CORPUS CHRISTI, Texas — The 7AM, Wednesday forecast cone for Tropical Storm Cristobal brings the tropical storm into Mexico today, downgraded to a tropical depression as it sits over Mexico Thursday, and then back into the Bay of Campeche Friday. Cristobal will then track north, regaining tropical storm strength, making landfall somewhere between Galveston and New Orleans as a tropical storm Sunday night/Monday morning. So, what's keeping it from making a sudden turn toward South Texas?
High pressure in Mexico this morning will slowly drift to the northeast, along with Cristobal. High pressure acts as somewhat of a buffer and because it will be west of the storm, the storm won't want to make a turn into the high. High pressure centers are 'blocking' features.
By Sunday, the high will be centered over the Central Plains and moving east. That eastward movement from Sunday into Monday will likely cause Cristobal to make a more westerly movement. How far west, still in question. But that's why I think the TX/LA border is still somewhat vulnerable. A graphical progression of this below...
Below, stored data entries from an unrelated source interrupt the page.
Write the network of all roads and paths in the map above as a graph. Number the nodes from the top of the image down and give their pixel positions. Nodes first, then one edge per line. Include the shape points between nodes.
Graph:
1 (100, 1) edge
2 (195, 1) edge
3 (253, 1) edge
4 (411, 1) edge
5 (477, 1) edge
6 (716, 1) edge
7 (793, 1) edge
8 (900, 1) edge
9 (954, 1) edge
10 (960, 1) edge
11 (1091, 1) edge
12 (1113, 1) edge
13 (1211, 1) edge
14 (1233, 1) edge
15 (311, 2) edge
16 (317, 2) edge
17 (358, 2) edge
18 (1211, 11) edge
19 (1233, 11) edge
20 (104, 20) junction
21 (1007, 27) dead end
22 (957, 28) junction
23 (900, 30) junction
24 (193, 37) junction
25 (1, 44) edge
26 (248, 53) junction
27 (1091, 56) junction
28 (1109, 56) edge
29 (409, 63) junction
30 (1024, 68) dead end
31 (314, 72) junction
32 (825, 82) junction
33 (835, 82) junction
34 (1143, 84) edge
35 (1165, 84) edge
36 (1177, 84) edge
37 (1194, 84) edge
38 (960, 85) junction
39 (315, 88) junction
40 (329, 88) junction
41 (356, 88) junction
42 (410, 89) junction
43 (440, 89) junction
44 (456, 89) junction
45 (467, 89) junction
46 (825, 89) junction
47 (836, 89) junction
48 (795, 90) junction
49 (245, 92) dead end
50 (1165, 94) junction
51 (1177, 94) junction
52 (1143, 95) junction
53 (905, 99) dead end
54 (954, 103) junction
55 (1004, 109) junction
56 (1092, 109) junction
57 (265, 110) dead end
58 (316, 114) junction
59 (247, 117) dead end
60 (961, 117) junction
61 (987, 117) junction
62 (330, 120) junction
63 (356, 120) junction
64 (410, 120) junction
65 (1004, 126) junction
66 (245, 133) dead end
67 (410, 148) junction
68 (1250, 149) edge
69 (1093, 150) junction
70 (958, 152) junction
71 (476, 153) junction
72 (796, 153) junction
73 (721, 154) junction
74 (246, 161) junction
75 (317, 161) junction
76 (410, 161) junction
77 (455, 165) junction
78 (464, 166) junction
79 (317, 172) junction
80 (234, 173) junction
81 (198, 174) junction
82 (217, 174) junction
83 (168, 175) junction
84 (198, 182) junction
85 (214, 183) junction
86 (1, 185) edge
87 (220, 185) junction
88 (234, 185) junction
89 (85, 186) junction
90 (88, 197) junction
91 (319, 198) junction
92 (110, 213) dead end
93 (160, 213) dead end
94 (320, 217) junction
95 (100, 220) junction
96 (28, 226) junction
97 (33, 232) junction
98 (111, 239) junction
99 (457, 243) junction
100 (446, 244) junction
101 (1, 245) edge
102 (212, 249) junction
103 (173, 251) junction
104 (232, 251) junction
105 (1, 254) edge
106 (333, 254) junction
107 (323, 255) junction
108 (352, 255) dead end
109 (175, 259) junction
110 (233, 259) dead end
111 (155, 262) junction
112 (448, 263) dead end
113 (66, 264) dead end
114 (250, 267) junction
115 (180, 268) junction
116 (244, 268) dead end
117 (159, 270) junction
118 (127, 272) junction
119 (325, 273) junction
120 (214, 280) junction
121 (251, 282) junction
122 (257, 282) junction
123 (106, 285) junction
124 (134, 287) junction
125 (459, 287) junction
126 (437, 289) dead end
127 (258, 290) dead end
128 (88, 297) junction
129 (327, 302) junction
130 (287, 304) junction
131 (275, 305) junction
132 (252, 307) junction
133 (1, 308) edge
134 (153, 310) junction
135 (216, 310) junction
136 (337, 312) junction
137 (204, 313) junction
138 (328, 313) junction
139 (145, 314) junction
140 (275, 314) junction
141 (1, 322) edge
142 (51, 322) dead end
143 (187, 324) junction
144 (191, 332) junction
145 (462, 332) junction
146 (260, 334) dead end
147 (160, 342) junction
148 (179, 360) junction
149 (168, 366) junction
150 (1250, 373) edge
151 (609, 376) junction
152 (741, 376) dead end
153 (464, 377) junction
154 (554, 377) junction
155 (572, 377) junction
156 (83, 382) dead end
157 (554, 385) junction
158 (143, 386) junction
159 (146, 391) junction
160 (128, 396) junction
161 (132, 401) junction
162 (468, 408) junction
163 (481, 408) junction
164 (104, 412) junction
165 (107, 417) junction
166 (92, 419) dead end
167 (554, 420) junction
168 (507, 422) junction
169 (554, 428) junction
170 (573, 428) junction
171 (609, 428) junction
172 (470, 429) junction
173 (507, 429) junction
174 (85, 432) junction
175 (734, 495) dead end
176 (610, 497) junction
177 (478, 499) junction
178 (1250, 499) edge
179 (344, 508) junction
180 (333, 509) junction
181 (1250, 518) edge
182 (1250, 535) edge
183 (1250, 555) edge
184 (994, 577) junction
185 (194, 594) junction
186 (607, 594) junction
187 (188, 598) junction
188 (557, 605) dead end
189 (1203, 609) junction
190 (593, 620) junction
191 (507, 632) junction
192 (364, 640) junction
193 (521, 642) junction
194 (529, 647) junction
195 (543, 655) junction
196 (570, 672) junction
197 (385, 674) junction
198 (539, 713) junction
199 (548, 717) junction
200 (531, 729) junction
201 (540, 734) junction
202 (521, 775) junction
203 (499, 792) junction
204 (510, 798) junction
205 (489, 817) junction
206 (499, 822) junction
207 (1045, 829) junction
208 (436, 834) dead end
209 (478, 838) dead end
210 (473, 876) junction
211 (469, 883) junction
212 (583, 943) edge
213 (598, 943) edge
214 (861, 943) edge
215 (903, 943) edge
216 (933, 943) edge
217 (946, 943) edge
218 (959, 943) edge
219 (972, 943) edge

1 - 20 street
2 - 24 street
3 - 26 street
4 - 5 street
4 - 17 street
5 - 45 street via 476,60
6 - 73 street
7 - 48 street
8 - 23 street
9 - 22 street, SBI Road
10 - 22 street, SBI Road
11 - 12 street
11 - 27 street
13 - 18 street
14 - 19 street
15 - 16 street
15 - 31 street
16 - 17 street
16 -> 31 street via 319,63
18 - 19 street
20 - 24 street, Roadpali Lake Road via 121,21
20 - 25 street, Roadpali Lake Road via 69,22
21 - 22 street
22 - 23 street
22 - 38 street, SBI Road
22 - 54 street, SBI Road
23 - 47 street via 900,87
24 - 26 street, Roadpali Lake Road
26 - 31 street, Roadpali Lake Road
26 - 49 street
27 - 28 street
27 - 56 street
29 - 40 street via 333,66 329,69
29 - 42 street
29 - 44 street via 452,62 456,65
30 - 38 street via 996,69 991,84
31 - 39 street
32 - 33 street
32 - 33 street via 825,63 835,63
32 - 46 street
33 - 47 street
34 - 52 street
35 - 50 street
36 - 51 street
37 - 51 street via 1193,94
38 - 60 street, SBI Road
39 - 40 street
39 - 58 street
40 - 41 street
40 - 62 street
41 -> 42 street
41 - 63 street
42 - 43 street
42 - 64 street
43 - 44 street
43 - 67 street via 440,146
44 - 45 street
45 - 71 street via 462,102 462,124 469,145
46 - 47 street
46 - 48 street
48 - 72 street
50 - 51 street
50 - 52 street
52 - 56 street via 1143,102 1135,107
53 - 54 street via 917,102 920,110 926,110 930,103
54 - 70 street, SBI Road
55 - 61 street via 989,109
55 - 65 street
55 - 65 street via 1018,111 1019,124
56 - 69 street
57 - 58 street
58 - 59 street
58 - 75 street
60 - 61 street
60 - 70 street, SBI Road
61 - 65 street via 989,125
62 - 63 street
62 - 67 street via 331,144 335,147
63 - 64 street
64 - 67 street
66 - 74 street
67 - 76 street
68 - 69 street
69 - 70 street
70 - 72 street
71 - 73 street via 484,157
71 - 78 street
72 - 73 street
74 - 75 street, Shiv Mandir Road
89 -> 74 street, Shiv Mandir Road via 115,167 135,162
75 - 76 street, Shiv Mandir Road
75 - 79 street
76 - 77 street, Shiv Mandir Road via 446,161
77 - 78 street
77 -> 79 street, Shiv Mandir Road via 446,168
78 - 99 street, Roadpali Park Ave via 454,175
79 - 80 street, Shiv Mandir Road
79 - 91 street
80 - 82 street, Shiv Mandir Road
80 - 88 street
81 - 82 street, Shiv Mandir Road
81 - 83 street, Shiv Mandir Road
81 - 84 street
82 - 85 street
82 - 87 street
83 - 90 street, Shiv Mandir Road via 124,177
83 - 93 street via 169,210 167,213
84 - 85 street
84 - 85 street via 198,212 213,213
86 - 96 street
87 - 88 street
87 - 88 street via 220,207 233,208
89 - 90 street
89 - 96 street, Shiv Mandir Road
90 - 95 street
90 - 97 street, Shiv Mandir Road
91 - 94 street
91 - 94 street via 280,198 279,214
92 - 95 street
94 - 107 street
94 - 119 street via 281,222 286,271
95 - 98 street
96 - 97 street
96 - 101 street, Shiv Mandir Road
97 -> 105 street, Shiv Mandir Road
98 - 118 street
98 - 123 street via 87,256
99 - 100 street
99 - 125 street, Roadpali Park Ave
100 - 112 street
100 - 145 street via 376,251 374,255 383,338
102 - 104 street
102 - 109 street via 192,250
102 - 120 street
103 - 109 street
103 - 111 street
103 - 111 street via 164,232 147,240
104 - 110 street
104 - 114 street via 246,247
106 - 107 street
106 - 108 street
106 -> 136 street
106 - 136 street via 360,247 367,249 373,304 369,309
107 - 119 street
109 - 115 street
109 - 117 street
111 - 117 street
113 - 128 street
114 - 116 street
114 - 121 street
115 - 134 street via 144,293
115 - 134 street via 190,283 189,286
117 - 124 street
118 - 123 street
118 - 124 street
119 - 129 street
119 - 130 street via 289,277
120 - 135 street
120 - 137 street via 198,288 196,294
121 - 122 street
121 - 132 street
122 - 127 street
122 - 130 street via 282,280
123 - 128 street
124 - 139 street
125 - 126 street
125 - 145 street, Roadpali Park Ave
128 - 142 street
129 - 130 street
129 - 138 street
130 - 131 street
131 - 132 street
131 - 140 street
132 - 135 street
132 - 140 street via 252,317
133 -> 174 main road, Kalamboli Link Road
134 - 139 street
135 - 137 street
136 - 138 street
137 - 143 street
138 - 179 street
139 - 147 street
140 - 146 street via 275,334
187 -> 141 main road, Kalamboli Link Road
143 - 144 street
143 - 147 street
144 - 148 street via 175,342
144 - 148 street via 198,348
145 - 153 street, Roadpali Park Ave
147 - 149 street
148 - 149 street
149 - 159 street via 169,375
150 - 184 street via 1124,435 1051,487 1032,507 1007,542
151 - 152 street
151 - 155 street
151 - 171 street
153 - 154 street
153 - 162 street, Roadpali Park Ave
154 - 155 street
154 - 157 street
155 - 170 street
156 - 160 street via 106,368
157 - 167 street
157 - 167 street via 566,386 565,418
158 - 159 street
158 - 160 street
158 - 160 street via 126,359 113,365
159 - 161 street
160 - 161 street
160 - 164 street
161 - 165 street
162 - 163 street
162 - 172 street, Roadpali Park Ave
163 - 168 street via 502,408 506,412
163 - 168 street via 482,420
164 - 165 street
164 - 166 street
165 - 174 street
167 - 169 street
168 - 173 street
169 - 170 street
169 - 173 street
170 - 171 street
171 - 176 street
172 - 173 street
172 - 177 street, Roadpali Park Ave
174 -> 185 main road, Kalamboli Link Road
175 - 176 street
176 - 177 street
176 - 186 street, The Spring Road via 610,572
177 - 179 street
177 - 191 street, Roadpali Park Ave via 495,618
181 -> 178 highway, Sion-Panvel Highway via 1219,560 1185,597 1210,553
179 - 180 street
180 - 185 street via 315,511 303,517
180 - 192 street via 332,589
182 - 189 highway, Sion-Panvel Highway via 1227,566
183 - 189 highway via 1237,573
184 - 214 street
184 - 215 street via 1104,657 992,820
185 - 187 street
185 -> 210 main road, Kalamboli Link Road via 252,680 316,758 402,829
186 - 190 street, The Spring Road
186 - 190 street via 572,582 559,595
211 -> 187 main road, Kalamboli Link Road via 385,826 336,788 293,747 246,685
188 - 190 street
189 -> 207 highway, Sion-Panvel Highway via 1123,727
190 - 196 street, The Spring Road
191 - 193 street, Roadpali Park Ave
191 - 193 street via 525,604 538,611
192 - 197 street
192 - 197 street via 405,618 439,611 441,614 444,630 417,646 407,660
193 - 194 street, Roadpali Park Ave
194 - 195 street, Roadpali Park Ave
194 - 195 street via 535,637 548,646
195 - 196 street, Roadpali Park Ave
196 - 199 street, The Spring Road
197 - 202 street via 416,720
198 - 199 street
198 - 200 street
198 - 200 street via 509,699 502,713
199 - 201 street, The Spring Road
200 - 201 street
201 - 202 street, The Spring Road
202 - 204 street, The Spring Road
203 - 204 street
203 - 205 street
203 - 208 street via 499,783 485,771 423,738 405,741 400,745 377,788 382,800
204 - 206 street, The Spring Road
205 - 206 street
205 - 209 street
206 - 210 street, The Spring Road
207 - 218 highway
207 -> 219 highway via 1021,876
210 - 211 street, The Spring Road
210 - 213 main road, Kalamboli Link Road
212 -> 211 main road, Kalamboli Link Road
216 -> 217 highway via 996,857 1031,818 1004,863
For The Coastal Bend, effects will be minor and confined to the coast. The storms will pass 400-500 miles off-shore from the Coastal Bend as it tracks north. We'll experience higher than normal waves and longer period swells leading to higher than normal tides and minor coastal flooding. Also, an elevated risk for rip currents. If you have plans to go to the beach this weekend, driving will be difficult due to coastal flooding and swimming will be dangerous because of the rip current risk. Take note.